La petite importance des colonges purement laïques s'explique à mes yeux par d'autres motifs. Certaines colonges n'ont jamais été qu'une exploitation agricole. Les autres ont vu leurs priviléges politiques se perdre peu à peu, et ont été plus tard, ou supprimées, ou réduites au rôle trop modeste d'une institution exclusivement foncière. Dans mon essai sur les Paysans de l'Alsace au Moyen-Age, j'ai eu souvent l'occasion d'établir ce fait. Or, cette transformation qui, malgré la résistance qu'elle rencontrait de la part des abbayes, se trouvait presque partout terminée à la fin du xve siècle, dut se faire. beaucoup plus tôt dans les terres laïques. Ici, tous les pouvoirs, partagés ailleurs entre l'avoué et le propriétaire de la colonge, étaient réunis dans la même main. L'œuvre de la centralisation seigneuriale, ainsi facilitée, était sans doute terminée, lorsqu'on rédigea par écrit les constitutions jusque là traditionnelles.

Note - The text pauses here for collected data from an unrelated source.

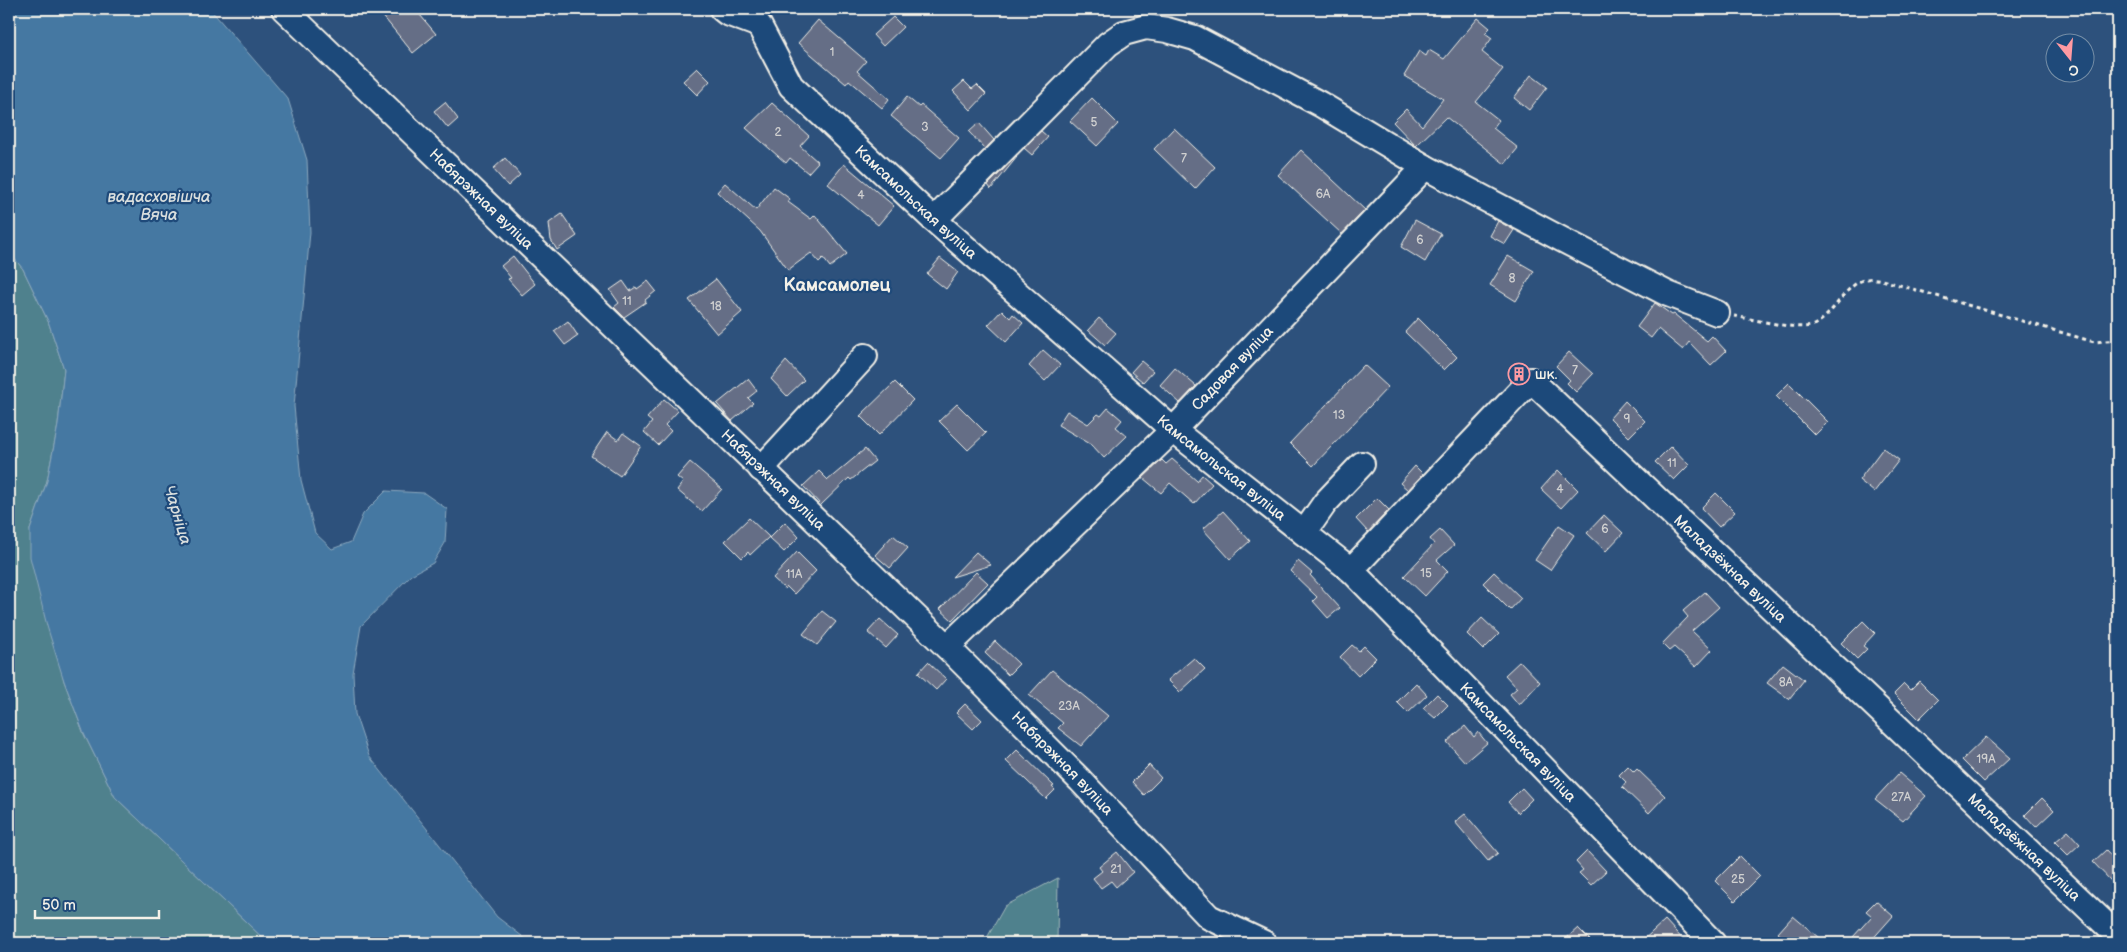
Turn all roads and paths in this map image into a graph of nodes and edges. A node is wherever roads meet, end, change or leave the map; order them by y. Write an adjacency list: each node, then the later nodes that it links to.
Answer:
1 (284, 9): 11 (street, Набярэжная вуліца)
2 (722, 9): 3 (street, Камсамольская вуліца)
3 (758, 17): 5 (street, Камсамольская вуліца)
4 (1425, 167): 5 (street); 6 (street); 9 (street, Садовая вуліца)
5 (934, 220): 9 (street, Камсамольская вуліца)
6 (1717, 313): 7 (path)
7 (2118, 340)
8 (865, 356): 11 (street)
9 (1173, 430): 12 (street, Камсамольская вуліца); 14 (street, Садовая вуліца)
10 (1362, 464): 12 (street)
11 (761, 469): 14 (street, Набярэжная вуліца)
12 (1304, 532): 13 (street, Камсамольская вуліца)
13 (1351, 570): 15 (street, Маладзёжная вуліца); 17 (street, Камсамольская вуліца)
14 (947, 647): 16 (street, Набярэжная вуліца)
15 (2118, 936)
16 (1264, 943)
17 (1713, 943)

De là, le caractère presque entièrement foncier des rotules d'Altkirch, de Ferrette, de Rougemont, de Riespach, etc., etc.

La colonge de Schæffersheim est sortie des mains laïques avant que la révolution politique, signalée plus haut, ait eu lieu. Elle appartenait à Hohenbourg avant 1050, puisque Léon IX la comptait alors parmi les possessions de l'abbaye. Mais elle conserva les droits dont elle jouissait sous ses premiers possesseurs : le rotule l'affirme, et on le croira sans peine, quand on aura vu, dans le chapitre suivant, en quels termes se rédigeaient les constitutions de Sainte-Odile. Ainsi, quoique domaine d'une abbaye, elle a la condition d'une terre exclusivement laïque.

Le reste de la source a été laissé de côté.